About this exercise>
In your reply, print every line of the listing exactly and omit all images.

___ Records for this exercise ___

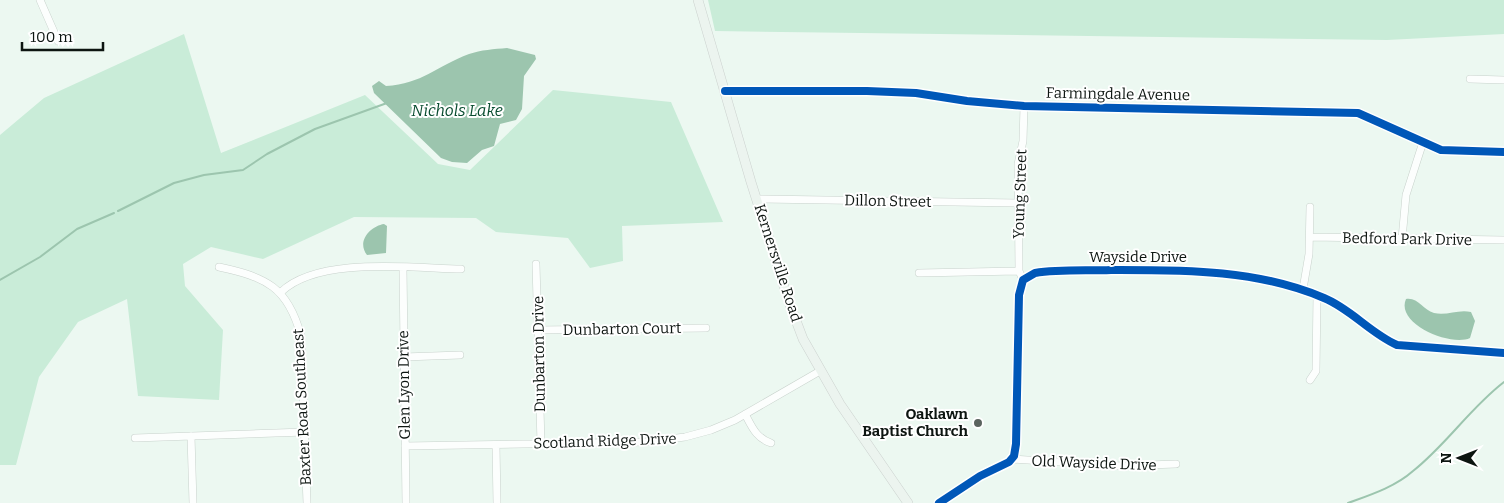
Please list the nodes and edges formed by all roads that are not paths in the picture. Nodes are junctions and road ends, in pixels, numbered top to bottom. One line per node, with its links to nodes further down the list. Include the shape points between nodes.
1 (40, 0): 3 (street)
2 (698, 0): 6 (main road, Kernersville Road)
3 (58, 41)
4 (1470, 79): 5 (street)
5 (1504, 80)
6 (725, 91): 7 (street, Farmingdale Avenue, via 899,92); 10 (main road, Kernersville Road)
7 (1024, 106): 8 (street, Farmingdale Avenue, via 1358,113); 11 (street, Young Street)
8 (1423, 142): 9 (street, Farmingdale Avenue, via 1452,151); 14 (street, via 1406,195)
9 (1504, 152)
10 (757, 199): 11 (street, Dillon Street); 31 (main road, Kernersville Road, via 789,302)
11 (1018, 203): 20 (street, Young Street)
12 (1310, 207): 13 (street)
13 (1310, 237): 14 (street, Bedford Park Drive); 23 (street)
14 (1402, 238): 15 (street, Bedford Park Drive)
15 (1504, 240)
16 (536, 264): 27 (street, Dunbarton Drive)
17 (220, 267): 24 (street, via 249,274)
18 (403, 268): 19 (street); 24 (street, via 332,270 310,276); 30 (street, Glen Lyon Drive)
19 (460, 269)
20 (1019, 271): 21 (street); 22 (street, Young Street)
21 (919, 273)
22 (1024, 280): 23 (street, Wayside Drive, via 1035,273 1049,271 1193,270 1242,275); 41 (street, via 1018,301 1016,444)
23 (1303, 289): 25 (street, Wayside Drive)
24 (281, 292): 34 (street, Baxter Road Southeast, via 296,318 301,336)
25 (1317, 295): 28 (street, Wayside Drive, via 1339,305 1397,345); 32 (street, via 1316,371)
26 (706, 328): 27 (street, Dunbarton Court)
27 (538, 330): 38 (street, Dunbarton Drive)
28 (1504, 353)
29 (460, 355): 30 (street)
30 (404, 357): 40 (street, Glen Lyon Drive)
31 (820, 371): 33 (street, Scotland Ridge Drive); 47 (main road, Kernersville Road)
32 (1310, 380)
33 (745, 414): 37 (street, via 757,435); 38 (street, Scotland Ridge Drive, via 711,430 672,440)
34 (305, 432): 35 (street); 44 (street, Baxter Road Southeast)
35 (191, 436): 36 (street); 43 (street)
36 (135, 438)
37 (771, 443)
38 (541, 444): 39 (street, Scotland Ridge Drive)
39 (496, 445): 40 (street, Scotland Ridge Drive); 46 (street)
40 (405, 446): 45 (street, Glen Lyon Drive)
41 (1012, 459): 42 (street, Old Wayside Drive, via 1121,466); 48 (street)
42 (1176, 464)
43 (193, 503)
44 (306, 503)
45 (406, 503)
46 (497, 503)
47 (908, 503)
48 (939, 503)

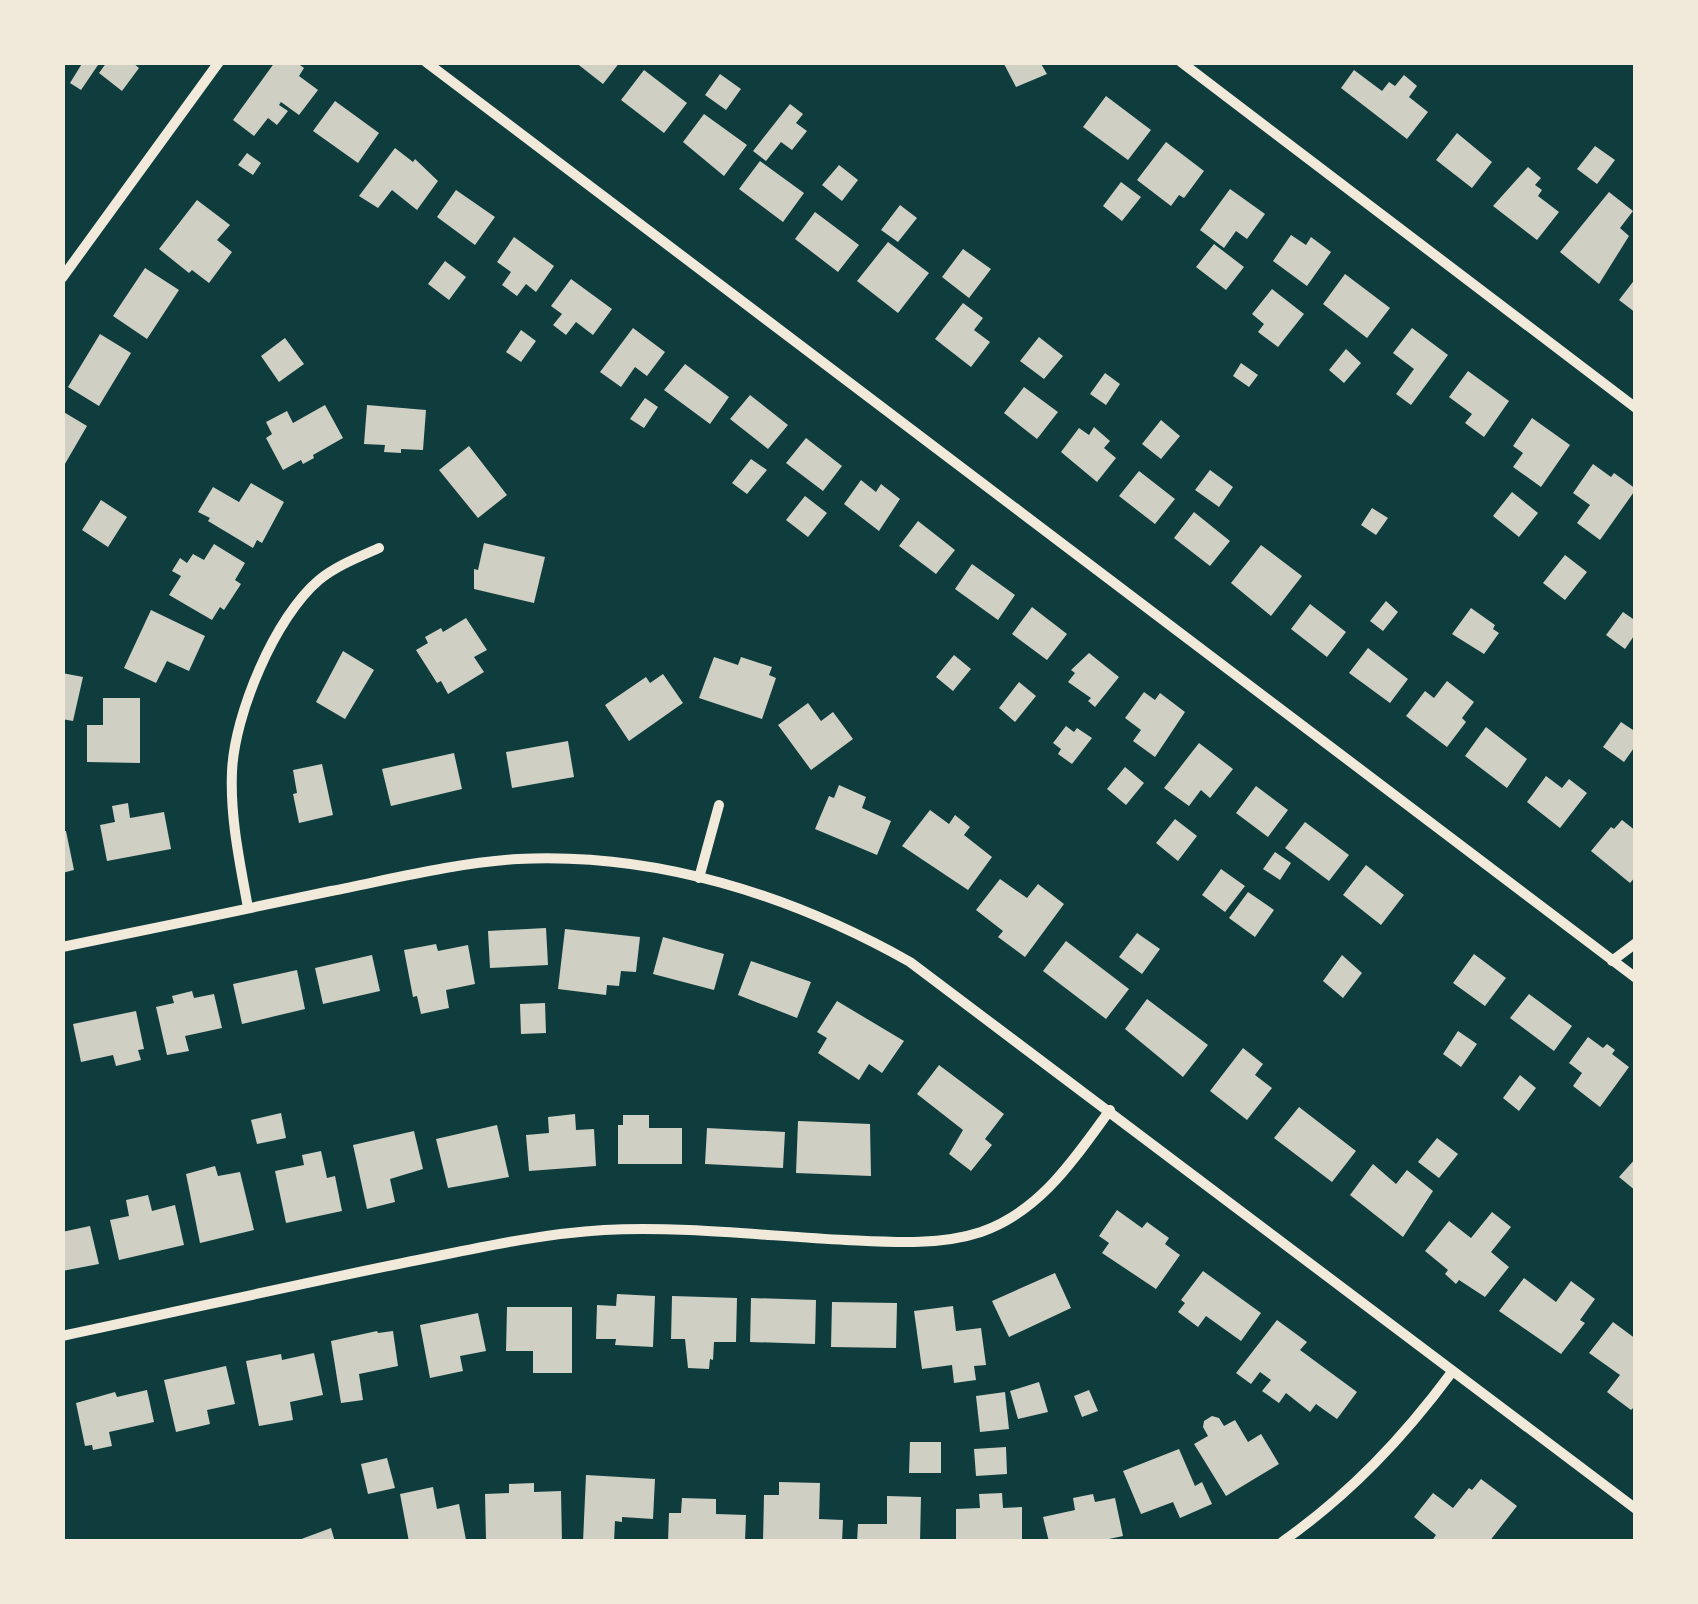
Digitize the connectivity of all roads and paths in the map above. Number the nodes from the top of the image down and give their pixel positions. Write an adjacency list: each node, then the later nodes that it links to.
1 (219, 62): 4 (street)
2 (426, 62): 12 (street)
3 (1181, 62): 5 (street)
4 (62, 278)
5 (1636, 408)
6 (380, 548): 9 (street)
7 (718, 804): 8 (street)
8 (699, 878): 9 (street); 14 (street)
9 (248, 908): 11 (street)
10 (1636, 944): 12 (street)
11 (62, 947)
12 (1612, 960): 13 (street)
13 (1636, 978)
14 (1110, 1110): 15 (street); 16 (street)
15 (62, 1336)
16 (1452, 1372): 17 (street); 18 (street)
17 (1636, 1509)
18 (1282, 1542)

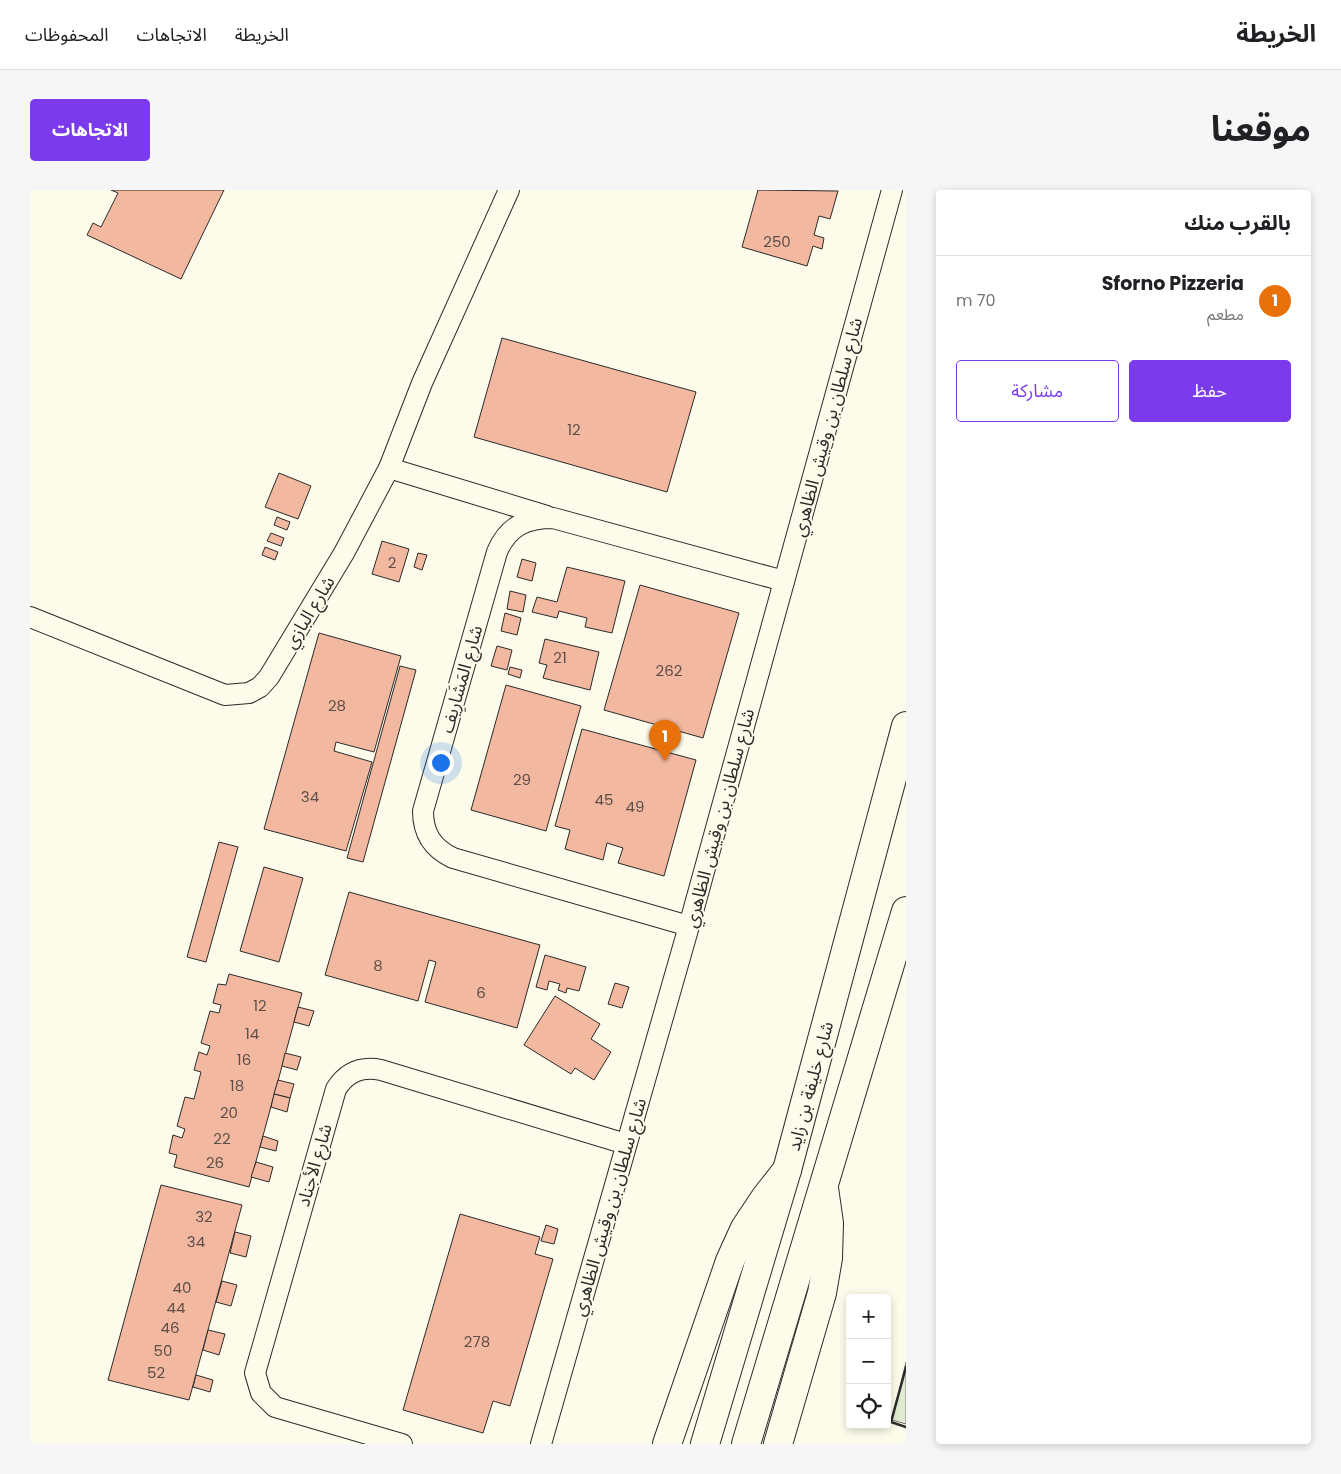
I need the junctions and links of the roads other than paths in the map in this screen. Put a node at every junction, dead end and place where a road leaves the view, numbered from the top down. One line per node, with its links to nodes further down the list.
1 (509, 190): 3 (street, شارع البازي)
2 (892, 190): 5 (street, شارع سلطان بن وقيش الظاهري)
3 (388, 468): 4 (street); 6 (street, شارع البازي)
4 (553, 518): 5 (street, شارع المَشَارِيف); 9 (street, شارع المَشَارِيف)
5 (784, 581): 9 (street, شارع سلطان بن وقيش الظاهري)
6 (30, 617)
7 (906, 726): 11 (main road, شارع خليفة بن زايد)
8 (906, 911): 12 (main road)
9 (690, 926): 10 (street, شارع سلطان بن وقيش الظاهري)
10 (626, 1144): 13 (street, شارع الأجناد); 14 (street, شارع سلطان بن وقيش الظاهري)
11 (788, 1170): 15 (main road); 16 (main road, شارع خليفة بن زايد)
12 (824, 1188): 17 (main road); 18 (main road)
13 (402, 1444)
14 (541, 1444)
15 (667, 1444)
16 (706, 1444)
17 (746, 1444)
18 (778, 1444)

___

Task output>
Please list the nodes and edges formed by all roads that are not paths in the picture. Nodes are junctions and road ends, in pixels, numbered top to bottom. One line per node, with its links to nodes further down the list. Include the shape points between nodes.
1 (40, 0): 3 (street)
2 (698, 0): 6 (main road, Kernersville Road)
3 (58, 41)
4 (1470, 79): 5 (street)
5 (1504, 80)
6 (725, 91): 7 (street, Farmingdale Avenue, via 899,92); 10 (main road, Kernersville Road)
7 (1024, 106): 8 (street, Farmingdale Avenue, via 1358,113); 11 (street, Young Street)
8 (1423, 142): 9 (street, Farmingdale Avenue, via 1452,151); 14 (street, via 1406,195)
9 (1504, 152)
10 (757, 199): 11 (street, Dillon Street); 31 (main road, Kernersville Road, via 789,302)
11 (1018, 203): 20 (street, Young Street)
12 (1310, 207): 13 (street)
13 (1310, 237): 14 (street, Bedford Park Drive); 23 (street)
14 (1402, 238): 15 (street, Bedford Park Drive)
15 (1504, 240)
16 (536, 264): 27 (street, Dunbarton Drive)
17 (220, 267): 24 (street, via 249,274)
18 (403, 268): 19 (street); 24 (street, via 332,270 310,276); 30 (street, Glen Lyon Drive)
19 (460, 269)
20 (1019, 271): 21 (street); 22 (street, Young Street)
21 (919, 273)
22 (1024, 280): 23 (street, Wayside Drive, via 1035,273 1049,271 1193,270 1242,275); 41 (street, via 1018,301 1016,444)
23 (1303, 289): 25 (street, Wayside Drive)
24 (281, 292): 34 (street, Baxter Road Southeast, via 296,318 301,336)
25 (1317, 295): 28 (street, Wayside Drive, via 1339,305 1397,345); 32 (street, via 1316,371)
26 (706, 328): 27 (street, Dunbarton Court)
27 (538, 330): 38 (street, Dunbarton Drive)
28 (1504, 353)
29 (460, 355): 30 (street)
30 (404, 357): 40 (street, Glen Lyon Drive)
31 (820, 371): 33 (street, Scotland Ridge Drive); 47 (main road, Kernersville Road)
32 (1310, 380)
33 (745, 414): 37 (street, via 757,435); 38 (street, Scotland Ridge Drive, via 711,430 672,440)
34 (305, 432): 35 (street); 44 (street, Baxter Road Southeast)
35 (191, 436): 36 (street); 43 (street)
36 (135, 438)
37 (771, 443)
38 (541, 444): 39 (street, Scotland Ridge Drive)
39 (496, 445): 40 (street, Scotland Ridge Drive); 46 (street)
40 (405, 446): 45 (street, Glen Lyon Drive)
41 (1012, 459): 42 (street, Old Wayside Drive, via 1121,466); 48 (street)
42 (1176, 464)
43 (193, 503)
44 (306, 503)
45 (406, 503)
46 (497, 503)
47 (908, 503)
48 (939, 503)

Digitize the connectivity of all roads and paths in the map above. Number the nodes from the top of the image down and give their pixel positions. Write an adjacency list: each node, then the later nodes that it links to.
1 (219, 62): 4 (street)
2 (426, 62): 12 (street)
3 (1181, 62): 5 (street)
4 (62, 278)
5 (1636, 408)
6 (380, 548): 9 (street)
7 (718, 804): 8 (street)
8 (699, 878): 9 (street); 14 (street)
9 (248, 908): 11 (street)
10 (1636, 944): 12 (street)
11 (62, 947)
12 (1612, 960): 13 (street)
13 (1636, 978)
14 (1110, 1110): 15 (street); 16 (street)
15 (62, 1336)
16 (1452, 1372): 17 (street); 18 (street)
17 (1636, 1509)
18 (1282, 1542)

I need the junctions and links of the roads other than paths in the map in this screen. Put a node at every junction, dead end and place where a road leaves the view, numbered from the top down. One line per node, with its links to nodes further down the list.
1 (509, 190): 3 (street, شارع البازي)
2 (892, 190): 5 (street, شارع سلطان بن وقيش الظاهري)
3 (388, 468): 4 (street); 6 (street, شارع البازي)
4 (553, 518): 5 (street, شارع المَشَارِيف); 9 (street, شارع المَشَارِيف)
5 (784, 581): 9 (street, شارع سلطان بن وقيش الظاهري)
6 (30, 617)
7 (906, 726): 11 (main road, شارع خليفة بن زايد)
8 (906, 911): 12 (main road)
9 (690, 926): 10 (street, شارع سلطان بن وقيش الظاهري)
10 (626, 1144): 13 (street, شارع الأجناد); 14 (street, شارع سلطان بن وقيش الظاهري)
11 (788, 1170): 15 (main road); 16 (main road, شارع خليفة بن زايد)
12 (824, 1188): 17 (main road); 18 (main road)
13 (402, 1444)
14 (541, 1444)
15 (667, 1444)
16 (706, 1444)
17 (746, 1444)
18 (778, 1444)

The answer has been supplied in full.